__Records shown__
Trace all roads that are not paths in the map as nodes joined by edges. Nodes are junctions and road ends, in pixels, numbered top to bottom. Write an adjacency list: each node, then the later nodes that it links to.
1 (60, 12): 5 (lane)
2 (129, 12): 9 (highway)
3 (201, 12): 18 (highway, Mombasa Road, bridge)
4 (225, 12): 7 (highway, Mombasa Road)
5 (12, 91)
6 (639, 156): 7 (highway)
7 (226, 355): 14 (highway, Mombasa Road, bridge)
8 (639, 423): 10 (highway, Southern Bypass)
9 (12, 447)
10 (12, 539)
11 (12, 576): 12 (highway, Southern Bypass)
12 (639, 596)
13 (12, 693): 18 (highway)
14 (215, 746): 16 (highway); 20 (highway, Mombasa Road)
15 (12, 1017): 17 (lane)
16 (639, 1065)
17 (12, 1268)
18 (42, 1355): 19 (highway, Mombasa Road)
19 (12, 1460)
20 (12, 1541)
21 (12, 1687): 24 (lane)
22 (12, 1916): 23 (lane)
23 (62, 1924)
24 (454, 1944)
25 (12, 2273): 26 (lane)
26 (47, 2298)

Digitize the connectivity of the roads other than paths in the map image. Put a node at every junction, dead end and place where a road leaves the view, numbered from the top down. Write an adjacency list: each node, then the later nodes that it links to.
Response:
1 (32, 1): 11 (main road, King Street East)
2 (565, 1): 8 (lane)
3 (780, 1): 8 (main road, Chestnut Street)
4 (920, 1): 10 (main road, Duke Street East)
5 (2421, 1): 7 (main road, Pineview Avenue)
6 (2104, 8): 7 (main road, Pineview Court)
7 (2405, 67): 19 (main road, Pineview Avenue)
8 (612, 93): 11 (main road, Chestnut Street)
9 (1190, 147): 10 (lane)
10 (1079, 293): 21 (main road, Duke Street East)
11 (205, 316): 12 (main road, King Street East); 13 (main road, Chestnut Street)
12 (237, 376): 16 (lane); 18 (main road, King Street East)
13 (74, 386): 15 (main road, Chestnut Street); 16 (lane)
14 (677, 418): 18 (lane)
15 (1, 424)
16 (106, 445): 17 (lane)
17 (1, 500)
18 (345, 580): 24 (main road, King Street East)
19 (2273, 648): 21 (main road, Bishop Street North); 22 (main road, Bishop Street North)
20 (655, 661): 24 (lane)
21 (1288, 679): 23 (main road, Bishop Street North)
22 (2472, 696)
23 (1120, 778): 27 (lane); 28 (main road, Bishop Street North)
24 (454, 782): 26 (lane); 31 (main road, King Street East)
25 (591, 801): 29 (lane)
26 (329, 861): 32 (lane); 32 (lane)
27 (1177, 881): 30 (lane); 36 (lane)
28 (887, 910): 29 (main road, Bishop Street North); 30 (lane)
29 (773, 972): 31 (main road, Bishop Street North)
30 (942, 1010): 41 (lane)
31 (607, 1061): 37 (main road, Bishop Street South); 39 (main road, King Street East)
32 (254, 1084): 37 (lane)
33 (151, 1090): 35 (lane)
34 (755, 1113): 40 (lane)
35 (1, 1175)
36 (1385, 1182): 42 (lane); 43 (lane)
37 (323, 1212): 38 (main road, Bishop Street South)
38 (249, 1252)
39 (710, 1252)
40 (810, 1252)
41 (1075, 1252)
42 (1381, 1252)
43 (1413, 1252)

__What is being asked__
A verbatim version of the complete listing above is to be returned.

__Finished exercise__
Trace all roads that are not paths in the map as nodes joined by edges. Nodes are junctions and road ends, in pixels, numbered top to bottom. Write an adjacency list: each node, then the later nodes that it links to.
1 (60, 12): 5 (lane)
2 (129, 12): 9 (highway)
3 (201, 12): 18 (highway, Mombasa Road, bridge)
4 (225, 12): 7 (highway, Mombasa Road)
5 (12, 91)
6 (639, 156): 7 (highway)
7 (226, 355): 14 (highway, Mombasa Road, bridge)
8 (639, 423): 10 (highway, Southern Bypass)
9 (12, 447)
10 (12, 539)
11 (12, 576): 12 (highway, Southern Bypass)
12 (639, 596)
13 (12, 693): 18 (highway)
14 (215, 746): 16 (highway); 20 (highway, Mombasa Road)
15 (12, 1017): 17 (lane)
16 (639, 1065)
17 (12, 1268)
18 (42, 1355): 19 (highway, Mombasa Road)
19 (12, 1460)
20 (12, 1541)
21 (12, 1687): 24 (lane)
22 (12, 1916): 23 (lane)
23 (62, 1924)
24 (454, 1944)
25 (12, 2273): 26 (lane)
26 (47, 2298)

Digitize the connectivity of the roads other than paths in the map image. Put a node at every junction, dead end and place where a road leaves the view, numbered from the top down. Write an adjacency list: each node, then the later nodes that it links to.
Response:
1 (32, 1): 11 (main road, King Street East)
2 (565, 1): 8 (lane)
3 (780, 1): 8 (main road, Chestnut Street)
4 (920, 1): 10 (main road, Duke Street East)
5 (2421, 1): 7 (main road, Pineview Avenue)
6 (2104, 8): 7 (main road, Pineview Court)
7 (2405, 67): 19 (main road, Pineview Avenue)
8 (612, 93): 11 (main road, Chestnut Street)
9 (1190, 147): 10 (lane)
10 (1079, 293): 21 (main road, Duke Street East)
11 (205, 316): 12 (main road, King Street East); 13 (main road, Chestnut Street)
12 (237, 376): 16 (lane); 18 (main road, King Street East)
13 (74, 386): 15 (main road, Chestnut Street); 16 (lane)
14 (677, 418): 18 (lane)
15 (1, 424)
16 (106, 445): 17 (lane)
17 (1, 500)
18 (345, 580): 24 (main road, King Street East)
19 (2273, 648): 21 (main road, Bishop Street North); 22 (main road, Bishop Street North)
20 (655, 661): 24 (lane)
21 (1288, 679): 23 (main road, Bishop Street North)
22 (2472, 696)
23 (1120, 778): 27 (lane); 28 (main road, Bishop Street North)
24 (454, 782): 26 (lane); 31 (main road, King Street East)
25 (591, 801): 29 (lane)
26 (329, 861): 32 (lane); 32 (lane)
27 (1177, 881): 30 (lane); 36 (lane)
28 (887, 910): 29 (main road, Bishop Street North); 30 (lane)
29 (773, 972): 31 (main road, Bishop Street North)
30 (942, 1010): 41 (lane)
31 (607, 1061): 37 (main road, Bishop Street South); 39 (main road, King Street East)
32 (254, 1084): 37 (lane)
33 (151, 1090): 35 (lane)
34 (755, 1113): 40 (lane)
35 (1, 1175)
36 (1385, 1182): 42 (lane); 43 (lane)
37 (323, 1212): 38 (main road, Bishop Street South)
38 (249, 1252)
39 (710, 1252)
40 (810, 1252)
41 (1075, 1252)
42 (1381, 1252)
43 (1413, 1252)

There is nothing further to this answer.